TASK TO CARRY OUT: For every line in the records that has the word "down", make a copy.

::::::

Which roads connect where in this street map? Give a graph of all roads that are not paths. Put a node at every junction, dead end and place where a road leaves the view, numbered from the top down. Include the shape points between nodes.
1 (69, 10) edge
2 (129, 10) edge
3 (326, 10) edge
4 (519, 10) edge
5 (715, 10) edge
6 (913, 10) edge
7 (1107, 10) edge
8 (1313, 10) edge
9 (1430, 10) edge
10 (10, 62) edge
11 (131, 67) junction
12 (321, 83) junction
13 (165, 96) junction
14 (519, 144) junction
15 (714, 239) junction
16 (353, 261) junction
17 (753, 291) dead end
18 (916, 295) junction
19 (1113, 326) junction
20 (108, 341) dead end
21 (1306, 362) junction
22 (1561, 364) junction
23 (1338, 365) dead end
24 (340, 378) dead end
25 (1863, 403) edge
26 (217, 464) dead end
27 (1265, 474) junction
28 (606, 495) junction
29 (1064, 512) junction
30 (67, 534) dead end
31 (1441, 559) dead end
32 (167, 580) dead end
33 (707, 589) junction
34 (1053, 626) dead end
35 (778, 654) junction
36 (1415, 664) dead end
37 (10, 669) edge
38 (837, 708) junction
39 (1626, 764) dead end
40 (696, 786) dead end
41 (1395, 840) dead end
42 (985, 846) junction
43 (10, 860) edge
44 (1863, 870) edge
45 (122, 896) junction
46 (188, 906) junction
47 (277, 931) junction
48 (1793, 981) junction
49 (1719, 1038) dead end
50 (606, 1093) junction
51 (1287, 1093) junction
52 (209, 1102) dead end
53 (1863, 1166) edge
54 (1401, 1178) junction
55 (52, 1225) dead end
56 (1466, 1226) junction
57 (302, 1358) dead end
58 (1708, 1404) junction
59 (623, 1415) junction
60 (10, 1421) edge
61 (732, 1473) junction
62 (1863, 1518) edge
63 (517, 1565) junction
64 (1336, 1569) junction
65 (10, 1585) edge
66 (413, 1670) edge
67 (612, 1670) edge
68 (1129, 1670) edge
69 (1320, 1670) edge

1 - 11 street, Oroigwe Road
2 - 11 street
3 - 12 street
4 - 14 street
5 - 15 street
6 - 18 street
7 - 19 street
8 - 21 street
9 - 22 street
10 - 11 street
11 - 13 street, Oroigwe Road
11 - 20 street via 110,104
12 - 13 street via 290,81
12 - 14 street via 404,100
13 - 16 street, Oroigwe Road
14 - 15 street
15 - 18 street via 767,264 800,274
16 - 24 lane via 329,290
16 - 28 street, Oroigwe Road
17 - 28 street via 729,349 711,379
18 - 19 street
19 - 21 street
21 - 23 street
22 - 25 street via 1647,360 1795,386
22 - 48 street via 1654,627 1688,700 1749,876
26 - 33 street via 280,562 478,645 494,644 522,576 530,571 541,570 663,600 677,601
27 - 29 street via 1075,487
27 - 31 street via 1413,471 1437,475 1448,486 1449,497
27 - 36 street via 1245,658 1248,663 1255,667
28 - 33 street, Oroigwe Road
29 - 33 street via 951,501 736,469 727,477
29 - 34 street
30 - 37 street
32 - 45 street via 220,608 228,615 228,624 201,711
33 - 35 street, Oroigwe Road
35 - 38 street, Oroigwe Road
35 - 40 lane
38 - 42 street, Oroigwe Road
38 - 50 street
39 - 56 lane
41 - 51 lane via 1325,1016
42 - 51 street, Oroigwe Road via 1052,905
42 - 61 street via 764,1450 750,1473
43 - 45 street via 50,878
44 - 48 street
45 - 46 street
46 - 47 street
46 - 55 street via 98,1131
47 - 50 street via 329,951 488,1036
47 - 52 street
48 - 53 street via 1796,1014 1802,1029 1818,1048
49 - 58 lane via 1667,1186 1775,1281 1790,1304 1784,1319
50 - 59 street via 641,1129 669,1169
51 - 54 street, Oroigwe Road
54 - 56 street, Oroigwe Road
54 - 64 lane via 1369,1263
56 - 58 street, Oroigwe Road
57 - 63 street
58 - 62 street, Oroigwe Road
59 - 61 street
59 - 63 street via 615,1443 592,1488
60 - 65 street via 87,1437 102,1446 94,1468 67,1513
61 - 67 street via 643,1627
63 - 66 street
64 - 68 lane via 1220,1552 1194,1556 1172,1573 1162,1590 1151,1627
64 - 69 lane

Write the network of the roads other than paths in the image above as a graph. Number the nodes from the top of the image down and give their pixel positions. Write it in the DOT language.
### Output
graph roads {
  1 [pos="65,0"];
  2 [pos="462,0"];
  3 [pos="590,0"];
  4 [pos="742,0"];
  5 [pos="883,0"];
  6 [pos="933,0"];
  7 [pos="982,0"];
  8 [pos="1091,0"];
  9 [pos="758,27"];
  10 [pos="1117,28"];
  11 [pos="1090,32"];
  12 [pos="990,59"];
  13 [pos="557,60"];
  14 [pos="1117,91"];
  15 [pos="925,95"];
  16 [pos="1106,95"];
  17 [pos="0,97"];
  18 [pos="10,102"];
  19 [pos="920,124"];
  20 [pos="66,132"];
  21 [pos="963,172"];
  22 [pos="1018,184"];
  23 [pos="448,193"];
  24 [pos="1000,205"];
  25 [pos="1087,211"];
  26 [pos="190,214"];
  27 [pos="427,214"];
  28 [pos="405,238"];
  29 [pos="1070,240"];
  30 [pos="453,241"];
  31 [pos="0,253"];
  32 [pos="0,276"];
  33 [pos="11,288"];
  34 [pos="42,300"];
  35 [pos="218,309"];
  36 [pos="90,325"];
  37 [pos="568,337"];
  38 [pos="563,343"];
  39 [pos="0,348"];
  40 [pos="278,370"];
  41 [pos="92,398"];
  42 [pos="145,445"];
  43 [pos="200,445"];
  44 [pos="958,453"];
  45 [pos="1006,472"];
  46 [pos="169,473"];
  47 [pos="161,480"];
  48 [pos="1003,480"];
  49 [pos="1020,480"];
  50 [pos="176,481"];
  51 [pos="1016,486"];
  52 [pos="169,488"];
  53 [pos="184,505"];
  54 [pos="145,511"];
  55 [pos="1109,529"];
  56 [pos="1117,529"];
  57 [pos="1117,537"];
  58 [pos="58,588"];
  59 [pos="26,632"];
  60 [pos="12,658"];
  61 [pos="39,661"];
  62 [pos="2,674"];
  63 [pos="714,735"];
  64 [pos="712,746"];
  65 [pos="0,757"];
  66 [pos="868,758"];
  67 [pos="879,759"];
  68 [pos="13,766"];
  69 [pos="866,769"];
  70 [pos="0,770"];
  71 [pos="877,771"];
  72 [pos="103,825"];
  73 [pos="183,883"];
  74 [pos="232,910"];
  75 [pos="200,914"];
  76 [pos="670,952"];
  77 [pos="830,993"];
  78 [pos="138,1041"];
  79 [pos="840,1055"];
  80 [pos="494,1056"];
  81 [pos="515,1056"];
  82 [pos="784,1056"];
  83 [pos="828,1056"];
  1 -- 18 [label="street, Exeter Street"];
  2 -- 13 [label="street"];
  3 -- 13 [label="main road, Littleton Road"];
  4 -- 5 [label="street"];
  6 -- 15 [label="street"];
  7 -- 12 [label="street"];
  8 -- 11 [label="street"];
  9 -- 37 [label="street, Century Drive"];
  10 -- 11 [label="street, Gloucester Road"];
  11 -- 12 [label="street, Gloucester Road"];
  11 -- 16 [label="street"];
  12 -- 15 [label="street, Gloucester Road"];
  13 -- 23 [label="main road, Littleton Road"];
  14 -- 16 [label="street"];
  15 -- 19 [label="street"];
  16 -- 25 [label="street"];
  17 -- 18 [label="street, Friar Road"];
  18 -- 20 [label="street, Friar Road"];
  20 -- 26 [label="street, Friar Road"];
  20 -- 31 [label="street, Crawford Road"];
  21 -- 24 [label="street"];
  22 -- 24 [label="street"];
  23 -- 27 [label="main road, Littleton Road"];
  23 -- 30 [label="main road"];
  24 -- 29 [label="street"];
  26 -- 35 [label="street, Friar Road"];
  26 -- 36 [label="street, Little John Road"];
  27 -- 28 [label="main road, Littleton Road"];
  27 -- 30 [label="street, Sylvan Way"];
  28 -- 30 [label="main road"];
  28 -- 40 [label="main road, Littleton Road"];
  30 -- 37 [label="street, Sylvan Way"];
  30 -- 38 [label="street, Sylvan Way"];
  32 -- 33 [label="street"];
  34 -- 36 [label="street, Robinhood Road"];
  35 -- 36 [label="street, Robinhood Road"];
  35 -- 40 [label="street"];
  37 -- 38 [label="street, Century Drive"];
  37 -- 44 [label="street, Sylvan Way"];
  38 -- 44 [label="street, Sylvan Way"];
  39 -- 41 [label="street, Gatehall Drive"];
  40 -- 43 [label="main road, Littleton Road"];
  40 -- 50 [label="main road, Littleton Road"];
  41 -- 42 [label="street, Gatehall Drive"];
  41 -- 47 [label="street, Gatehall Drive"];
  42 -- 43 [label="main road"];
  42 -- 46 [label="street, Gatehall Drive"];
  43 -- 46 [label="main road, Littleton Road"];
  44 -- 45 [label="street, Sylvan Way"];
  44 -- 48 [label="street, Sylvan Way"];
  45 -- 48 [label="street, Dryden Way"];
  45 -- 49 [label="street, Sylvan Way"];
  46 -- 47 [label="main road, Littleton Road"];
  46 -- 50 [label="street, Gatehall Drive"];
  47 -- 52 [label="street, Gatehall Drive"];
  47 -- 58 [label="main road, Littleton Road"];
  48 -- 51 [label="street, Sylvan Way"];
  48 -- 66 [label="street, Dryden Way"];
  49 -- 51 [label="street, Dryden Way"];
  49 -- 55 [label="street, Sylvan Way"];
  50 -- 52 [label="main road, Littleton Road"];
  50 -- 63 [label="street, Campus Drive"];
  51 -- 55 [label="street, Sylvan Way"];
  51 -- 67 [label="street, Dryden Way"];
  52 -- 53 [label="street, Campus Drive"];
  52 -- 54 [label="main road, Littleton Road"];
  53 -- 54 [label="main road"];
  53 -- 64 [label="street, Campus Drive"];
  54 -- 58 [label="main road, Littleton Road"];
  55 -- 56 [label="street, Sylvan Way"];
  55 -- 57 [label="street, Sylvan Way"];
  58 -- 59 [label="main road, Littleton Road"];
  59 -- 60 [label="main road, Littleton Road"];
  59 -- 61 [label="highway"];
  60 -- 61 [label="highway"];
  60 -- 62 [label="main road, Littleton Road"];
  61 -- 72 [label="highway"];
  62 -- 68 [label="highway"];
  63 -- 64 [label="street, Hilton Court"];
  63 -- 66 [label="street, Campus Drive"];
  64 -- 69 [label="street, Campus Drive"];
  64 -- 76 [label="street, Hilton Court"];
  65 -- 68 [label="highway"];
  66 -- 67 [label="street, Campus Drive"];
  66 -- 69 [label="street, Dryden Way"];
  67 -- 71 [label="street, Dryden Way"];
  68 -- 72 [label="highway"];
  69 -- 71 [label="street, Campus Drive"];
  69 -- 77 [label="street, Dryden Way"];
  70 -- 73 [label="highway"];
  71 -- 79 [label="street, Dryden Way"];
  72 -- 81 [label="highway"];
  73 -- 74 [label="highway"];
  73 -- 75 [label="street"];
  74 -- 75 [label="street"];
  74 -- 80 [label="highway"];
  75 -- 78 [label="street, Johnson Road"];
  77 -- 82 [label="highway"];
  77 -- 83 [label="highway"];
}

::::::

RESPONSE BOX:
Which roads connect where in this street map? Give a graph of all roads that are not paths. Put a node at every junction, dead end and place where a road leaves the view, numbered from the top down. Include the shape points between nodes.
Write the network of the roads other than paths in the image above as a graph. Number the nodes from the top of the image down and give their pixel positions. Write it in the DOT language.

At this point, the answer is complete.